◆ **What you will do**: Where the records below reach the line containing "height:15px; margin:-7.5px; padding:0", start transcribing, and end with the line containing "967px,483px 1007px,454px 1023px,449px", exactly and with nothing else added.

◆ **Exercise material**:
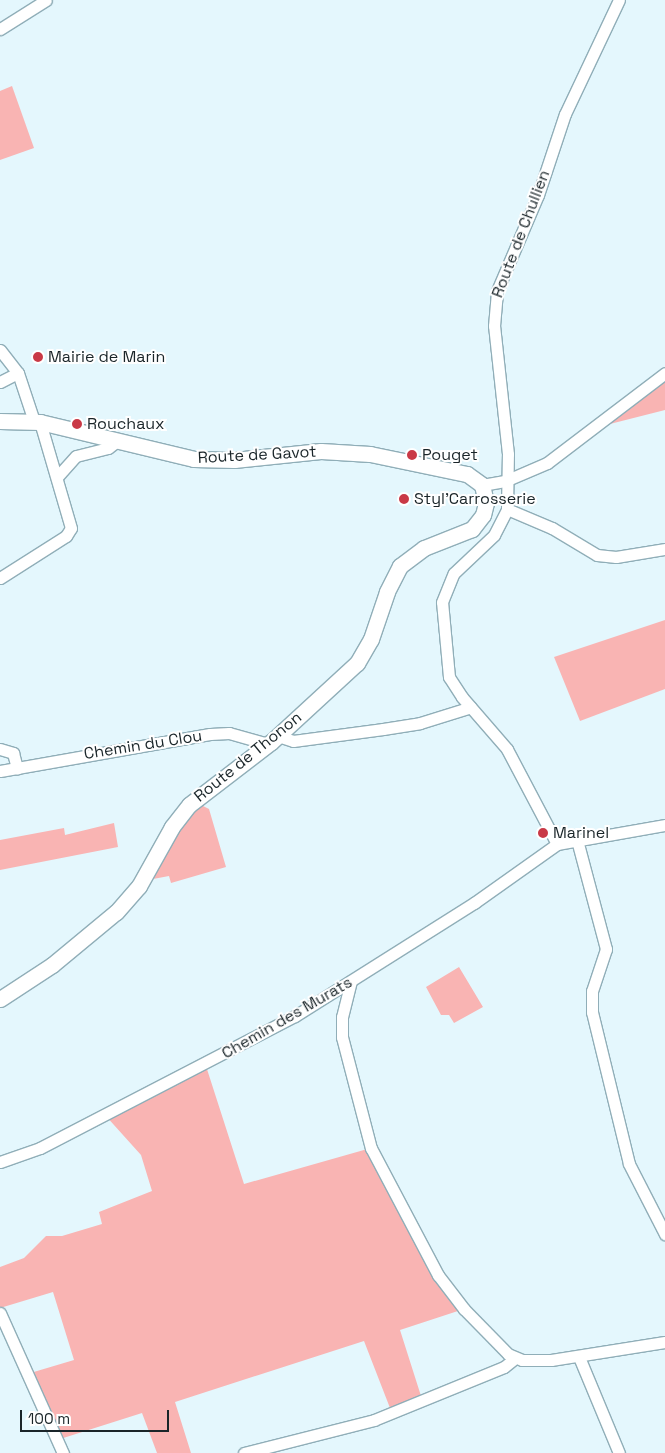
<!DOCTYPE html>
<html>
<head>
<meta charset="utf-8">
<style>
	body { margin:0 }
	#map { position:relative; width:665px; height:1453px; overflow:hidden; background:#e4f7fd; font-family:"Space Grotesk",sans-serif }
	div>[style] { position:absolute }
	.green>* { inset:0; background:#f9b4b3 }
	.roads { filter:drop-shadow(1px 0 #90aeb8) drop-shadow(-1px 0 #90aeb8) drop-shadow(0 1px #90aeb8) drop-shadow(0 -1px #90aeb8) }
	.street>* { height:11px; margin:-5.5px; padding:0 5.5px; transform-origin:5.5px; border-radius:5.5px; background:#fff }
	.secondary>* { height:15px; margin:-7.5px; padding:0 7.5px; transform-origin:7.5px; border-radius:7.5px; background:#fff }
	.dots>* { width:14px; height:14px; translate:-50% -50%; box-sizing:border-box; border:2px solid #fff; border-radius:50% }
	span { translate:-50% -50%; white-space:nowrap; text-align:center; line-height:1.15; -webkit-text-stroke:4px #fff; paint-order:stroke }
	.street-label { font-size:16px; color:#1a2529 }
	.poi-label { font-size:16px; color:#1a2529 }
	.left { translate:0 -50%; text-align:left }
	.scale { position:absolute; left:20px; top:1410px; width:149px; height:22px; box-sizing:border-box; border:2px solid #1a2529; border-top:0; padding-left:6px; font-size:15px; line-height:18px; white-space:nowrap; color:#1a2529; -webkit-text-stroke:4px #fff; paint-order:stroke }
</style>
</head>
<body>
<div id="map">
	<div class="green">
		<div style="clip-path:polygon(12px 86px,34px 148px,0 160px,0 91px)"></div>
		<div style="clip-path:polygon(665px 376px,665px 410px,602px 426px)"></div>
		<div style="clip-path:polygon(665px 620px,665px 689px,580px 721px,554px 657px)"></div>
		<div style="clip-path:polygon(201px 805px,209px 809px,226px 867px,171px 883px,169px 876px,153px 879px,185px 820px)"></div>
		<div style="clip-path:polygon(114px 823px,118px 847px,0 870px,0 840px,64px 828px,65px 835px)"></div>
		<div style="clip-path:polygon(459px 967px,483px 1007px,454px 1023px,449px 1015px,441px 1015px,426px 987px)"></div>
		<div style="clip-path:polygon(205px 1063px,244px 1184px,371px 1148px,464px 1309px,400px 1330px,421px 1396px,390px 1408px,364px 1341px,175px 1402px,191px 1453px,157px 1453px,142px 1413px,57px 1440px,27px 1374px,74px 1360px,53px 1292px,0 1308px,0 1267px,24px 1258px,46px 1236px,62px 1236px,102px 1224px,99px 1212px,152px 1191px,141px 1155px,105px 1115px)"></div>
	</div>
	<div class="roads">
		<div class="street">
			<div style="left:0;top:29px;width:54px;rotate:-32.2deg"></div>
			<div style="left:0;top:350px;width:29px;rotate:52deg"></div>
			<div style="left:18px;top:373px;width:51px;rotate:71.6deg"></div>
			<div style="left:0;top:382px;width:20px;rotate:-27deg"></div>
			<div style="left:57px;top:477px;width:28px;rotate:-48deg"></div>
			<div style="left:76px;top:456px;width:33px;rotate:-14deg"></div>
			<div style="left:108px;top:448px;width:10px;rotate:-37deg"></div>
			<div style="left:482px;top:485px;width:23px;rotate:-10deg"></div>
			<div style="left:505px;top:481px;width:46px;rotate:-23.2deg"></div>
			<div style="left:547px;top:463px;width:148px;rotate:-37.3deg"></div>
			<div style="left:507px;top:509px;width:49px;rotate:22.9deg"></div>
			<div style="left:552px;top:528px;width:52px;rotate:31deg"></div>
			<div style="left:597px;top:555px;width:19px;rotate:6deg"></div>
			<div style="left:616px;top:557px;width:50px;rotate:-9.3deg"></div>
			<div style="left:0;top:578px;width:78px;rotate:-32.5deg"></div>
			<div style="left:66px;top:536px;width:9px;rotate:-58deg"></div>
			<div style="left:71px;top:528px;width:110px;rotate:-106.3deg"></div>
			<div style="left:278px;top:736px;width:16px;rotate:18deg"></div>
			<div style="left:293px;top:741px;width:91px;rotate:-7.6deg"></div>
			<div style="left:383px;top:729px;width:37px;rotate:-9deg"></div>
			<div style="left:420px;top:723px;width:53px;rotate:-17.4deg"></div>
			<div style="left:0;top:749px;width:14px;rotate:17deg"></div>
			<div style="left:13px;top:753px;width:16px;rotate:75deg"></div>
			<div style="left:0;top:771px;width:213px;rotate:-10deg"></div>
			<div style="left:210px;top:734px;width:19px;rotate:-3deg"></div>
			<div style="left:229px;top:733px;width:41px;rotate:15.8deg"></div>
			<div style="left:577px;top:840px;width:113px;rotate:75.1deg"></div>
			<div style="left:606px;top:949px;width:44px;rotate:108.4deg"></div>
			<div style="left:592px;top:991px;width:21px;rotate:90deg"></div>
			<div style="left:592px;top:1012px;width:156px;rotate:76.3deg"></div>
			<div style="left:629px;top:1164px;width:79px;rotate:62.8deg"></div>
			<div style="left:557px;top:844px;width:107px;rotate:-117.8deg"></div>
			<div style="left:507px;top:749px;width:69px;rotate:-130.9deg"></div>
			<div style="left:462px;top:697px;width:24px;rotate:-123deg"></div>
			<div style="left:449px;top:677px;width:75px;rotate:-95.3deg"></div>
			<div style="left:442px;top:602px;width:31px;rotate:-68deg"></div>
			<div style="left:454px;top:573px;width:55px;rotate:-43.5deg"></div>
			<div style="left:494px;top:535px;width:29px;rotate:-63deg"></div>
			<div style="left:507px;top:509px;width:55px;rotate:-89deg"></div>
			<div style="left:508px;top:454px;width:129px;rotate:-96.2deg"></div>
			<div style="left:494px;top:326px;width:35px;rotate:-85deg"></div>
			<div style="left:497px;top:291px;width:104px;rotate:-66.9deg"></div>
			<div style="left:538px;top:195px;width:85px;rotate:-71.6deg"></div>
			<div style="left:565px;top:114px;width:126px;rotate:-64.7deg"></div>
			<div style="left:351px;top:981px;width:37px;rotate:104deg"></div>
			<div style="left:342px;top:1017px;width:20px;rotate:90deg"></div>
			<div style="left:342px;top:1037px;width:115px;rotate:75.4deg"></div>
			<div style="left:371px;top:1148px;width:144px;rotate:62.2deg"></div>
			<div style="left:438px;top:1275px;width:43px;rotate:52.6deg"></div>
			<div style="left:464px;top:1309px;width:63px;rotate:45.6deg"></div>
			<div style="left:508px;top:1354px;width:15px;rotate:23deg"></div>
			<div style="left:522px;top:1360px;width:29px"></div>
			<div style="left:551px;top:1360px;width:115px;rotate:-9deg"></div>
			<div style="left:0;top:1162px;width:42px;rotate:-19.3deg"></div>
			<div style="left:40px;top:1148px;width:287px;rotate:-27.4deg"></div>
			<div style="left:295px;top:1016px;width:212px;rotate:-32.3deg"></div>
			<div style="left:474px;top:903px;width:102px;rotate:-35.4deg"></div>
			<div style="left:557px;top:844px;width:110px;rotate:-10deg"></div>
			<div style="left:0;top:1313px;width:154px;rotate:65.8deg"></div>
			<div style="left:579px;top:1357px;width:104px;rotate:67.4deg"></div>
			<div style="left:244px;top:1453px;width:134px;rotate:-14.2deg"></div>
			<div style="left:374px;top:1420px;width:140px;rotate:-22.2deg"></div>
			<div style="left:504px;top:1367px;width:14px;rotate:-39deg"></div>
		</div>
		<div class="secondary">
			<div style="left:0;top:421px;width:40px;rotate:1.4deg"></div>
			<div style="left:40px;top:422px;width:158px;rotate:13.5deg"></div>
			<div style="left:194px;top:459px;width:40px;rotate:1.4deg"></div>
			<div style="left:234px;top:460px;width:87px;rotate:-5.9deg"></div>
			<div style="left:321px;top:451px;width:49px;rotate:3.5deg"></div>
			<div style="left:370px;top:454px;width:99px;rotate:11.7deg"></div>
			<div style="left:467px;top:474px;width:19px;rotate:36deg"></div>
			<div style="left:482px;top:485px;width:18px;rotate:77deg"></div>
			<div style="left:486px;top:503px;width:12px;rotate:104deg"></div>
			<div style="left:483px;top:515px;width:18px;rotate:128deg"></div>
			<div style="left:472px;top:529px;width:52px;rotate:158.4deg"></div>
			<div style="left:424px;top:548px;width:30px;rotate:143deg"></div>
			<div style="left:400px;top:566px;width:29px;rotate:117deg"></div>
			<div style="left:387px;top:592px;width:50px;rotate:108.8deg"></div>
			<div style="left:371px;top:639px;width:28px;rotate:120deg"></div>
			<div style="left:357px;top:663px;width:117px;rotate:137.4deg"></div>
			<div style="left:271px;top:742px;width:103px;rotate:142.5deg"></div>
			<div style="left:189px;top:805px;width:28px;rotate:128deg"></div>
			<div style="left:172px;top:827px;width:68px;rotate:119.2deg"></div>
			<div style="left:139px;top:886px;width:35px;rotate:131deg"></div>
			<div style="left:116px;top:912px;width:83px;rotate:140.4deg"></div>
			<div style="left:52px;top:965px;width:62px;rotate:146.8deg"></div>
		</div>
	</div>
	<div class="dots">
		<div style="left:38px;top:357px;background:#c93946"></div>
		<div style="left:77px;top:424px;background:#c93946"></div>
		<div style="left:412px;top:455px;background:#c93946"></div>
		<div style="left:404px;top:499px;background:#c93946"></div>
		<div style="left:543px;top:833px;background:#c93946"></div>
	</div>
	<div class="street-label">
		<span style="left:521px;top:234px;rotate:-69deg">Route de Chullien</span>
		<span style="left:257px;top:455px;rotate:-3deg">Route de Gavot</span>
		<span style="left:143px;top:745px;rotate:-9deg">Chemin du Clou</span>
		<span style="left:248px;top:757px;rotate:-39deg">Route de Thonon</span>
		<span style="left:287px;top:1018px;rotate:-30deg">Chemin des Murats</span>
	</div>
	<div class="poi-label">
		<span class="left" style="left:48px;top:357px">Mairie de Marin</span>
		<span class="left" style="left:87px;top:424px">Rouchaux</span>
		<span class="left" style="left:422px;top:455px">Pouget</span>
		<span class="left" style="left:414px;top:499px">Styl'Carrosserie</span>
		<span class="left" style="left:553px;top:833px">Marinel</span>
	</div>
	<div class="scale">100 m</div>
</div>
</body>
</html>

◆ **Output below**:
	.secondary>* { height:15px; margin:-7.5px; padding:0 7.5px; transform-origin:7.5px; border-radius:7.5px; background:#fff }
	.dots>* { width:14px; height:14px; translate:-50% -50%; box-sizing:border-box; border:2px solid #fff; border-radius:50% }
	span { translate:-50% -50%; white-space:nowrap; text-align:center; line-height:1.15; -webkit-text-stroke:4px #fff; paint-order:stroke }
	.street-label { font-size:16px; color:#1a2529 }
	.poi-label { font-size:16px; color:#1a2529 }
	.left { translate:0 -50%; text-align:left }
	.scale { position:absolute; left:20px; top:1410px; width:149px; height:22px; box-sizing:border-box; border:2px solid #1a2529; border-top:0; padding-left:6px; font-size:15px; line-height:18px; white-space:nowrap; color:#1a2529; -webkit-text-stroke:4px #fff; paint-order:stroke }
</style>
</head>
<body>
<div id="map">
	<div class="green">
		<div style="clip-path:polygon(12px 86px,34px 148px,0 160px,0 91px)"></div>
		<div style="clip-path:polygon(665px 376px,665px 410px,602px 426px)"></div>
		<div style="clip-path:polygon(665px 620px,665px 689px,580px 721px,554px 657px)"></div>
		<div style="clip-path:polygon(201px 805px,209px 809px,226px 867px,171px 883px,169px 876px,153px 879px,185px 820px)"></div>
		<div style="clip-path:polygon(114px 823px,118px 847px,0 870px,0 840px,64px 828px,65px 835px)"></div>
		<div style="clip-path:polygon(459px 967px,483px 1007px,454px 1023px,449px 1015px,441px 1015px,426px 987px)"></div>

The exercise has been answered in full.